(Updated at 10:50 a.m.) The seven-day rate of new coronavirus cases in Arlington reached the highest point since May over the weekend.
Fifty new cases were reported on Sunday, bringing the trailing seven-day total to 227. That’s the highest point since May 31, when Arlington’s spring epidemic was starting its rapid descent.
Only 14 new cases were reported overnight Monday, bringing the trailing seven-day total back down a bit. Meanwhile, the county’s test positivity rate has been rising in recent days and now stands at 4.2%, the highest point since early September.
No new COVID-related hospitalizations nor deaths were reported over the weekend in Arlington, according to Virginia Dept. of Health data. But Mike Silverman, the ER chief for Virginia Hospital Center, said on Friday, in a weekly public Facebook post, that the emergency room “experienced an uptick in cases this week.”
“Our hospital census is noticeably increased, our percent positive rate on symptomatic ER patients and on asymptomatic testing is up, and the number of ER patients who meet our ‘enhanced isolation’ status increased a fair amount,” Silverman said. “This last one is particularly interesting and concerning to me. Those numbers of patients have been really steady for a couple of months. There was a little uptick last week but it was close enough to be considered normal variability.
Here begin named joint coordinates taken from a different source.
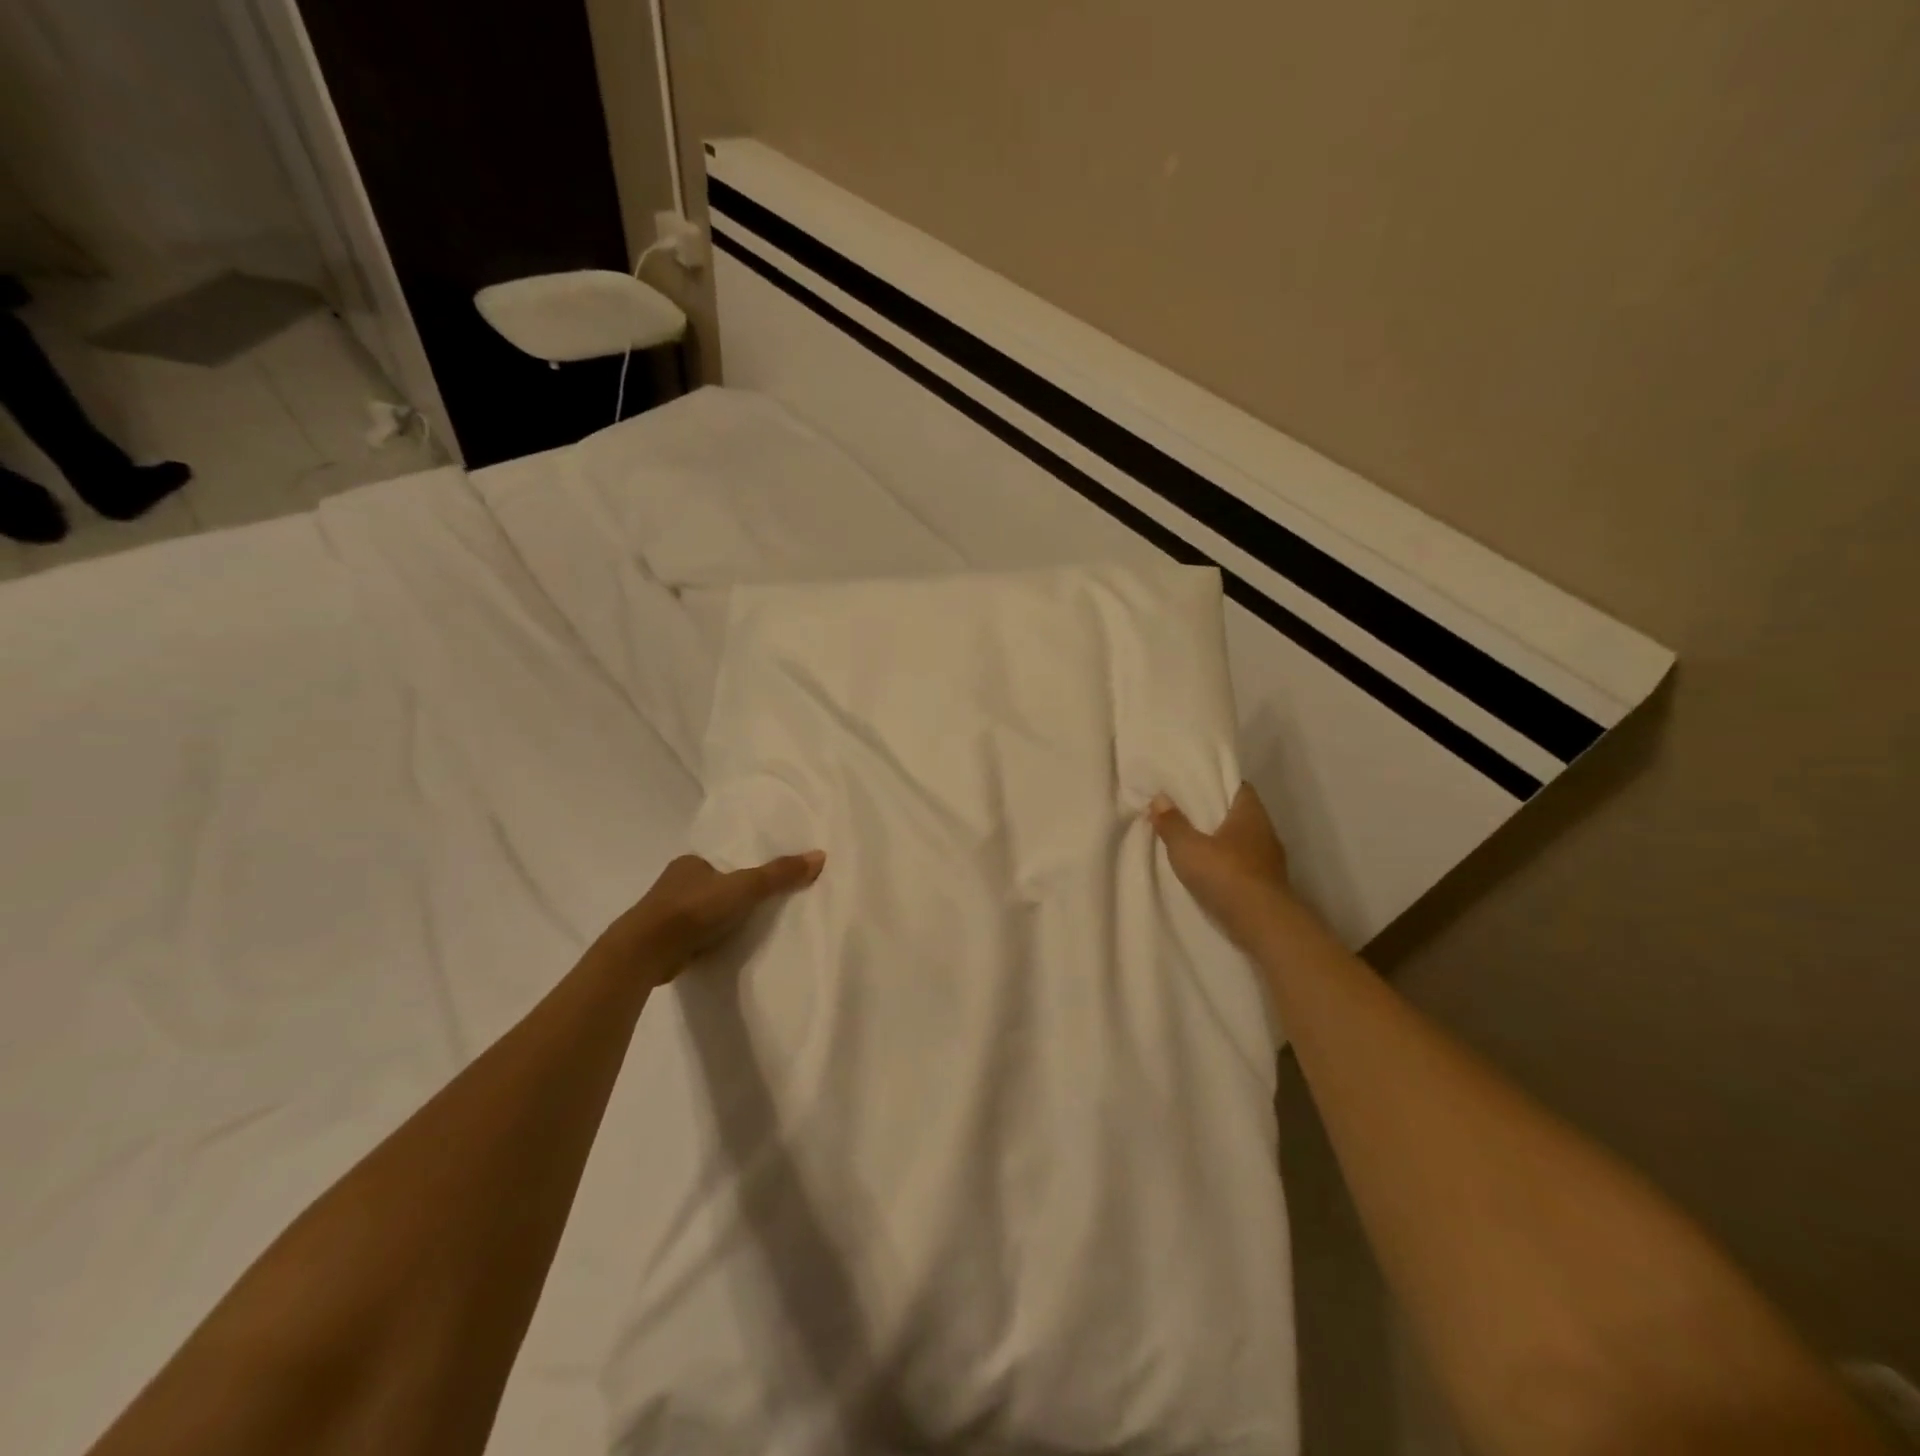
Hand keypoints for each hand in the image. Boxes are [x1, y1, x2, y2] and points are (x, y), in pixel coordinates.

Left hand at [602, 850, 825, 982]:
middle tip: (765, 903)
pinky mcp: (666, 940)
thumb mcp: (744, 887)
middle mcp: (676, 882)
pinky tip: (726, 945)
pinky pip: (696, 933)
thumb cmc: (693, 909)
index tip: (764, 878)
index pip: (724, 859)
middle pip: (715, 884)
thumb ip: (780, 874)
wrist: (645, 952)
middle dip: (734, 893)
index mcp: (691, 862)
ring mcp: (668, 913)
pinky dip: (711, 937)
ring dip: (722, 917)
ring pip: (704, 910)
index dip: (744, 866)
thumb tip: (820, 855)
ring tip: (751, 926)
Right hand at [1149, 783, 1297, 950]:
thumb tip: (1159, 798)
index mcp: (1250, 813)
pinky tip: (1211, 873)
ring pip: (1243, 842)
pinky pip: (1245, 866)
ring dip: (1223, 843)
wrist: (1263, 925)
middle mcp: (1266, 832)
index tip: (1196, 786)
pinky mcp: (1268, 886)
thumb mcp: (1187, 847)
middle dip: (1217, 814)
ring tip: (1195, 845)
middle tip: (1187, 814)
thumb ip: (1172, 823)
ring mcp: (1271, 861)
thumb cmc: (1225, 874)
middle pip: (1240, 815)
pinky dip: (1229, 866)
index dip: (1218, 784)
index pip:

This week had a significant uptick compared to last month.”
Silverman went on recommend continued mask wearing, citing research that suggests that those wearing masks are less likely to wind up in the hospital for COVID-19.
Across the country, hospitalizations in most states increased over the course of October, while the rate of new coronavirus cases hit a new national record on Friday. Closer to home, Virginia hit another record for new cases over the weekend; case counts in Northern Virginia have also been increasing.
During a weekly COVID-19 virtual town hall with the County Board, held on Friday, Dr. Reuben K. Varghese, the public health director for Arlington, said that the earliest a vaccine could be expected would be between January and April. But not everyone will want it, he said.
“Everyone would say they want a vaccine right now,” Varghese said. “Once it seems like it’s available, the desire drops credibly.”
In administering a vaccine, the county will not be able to prioritize everyone equally, he said. Those living and working in long term care facilities and those working in hospitals will be first on the list.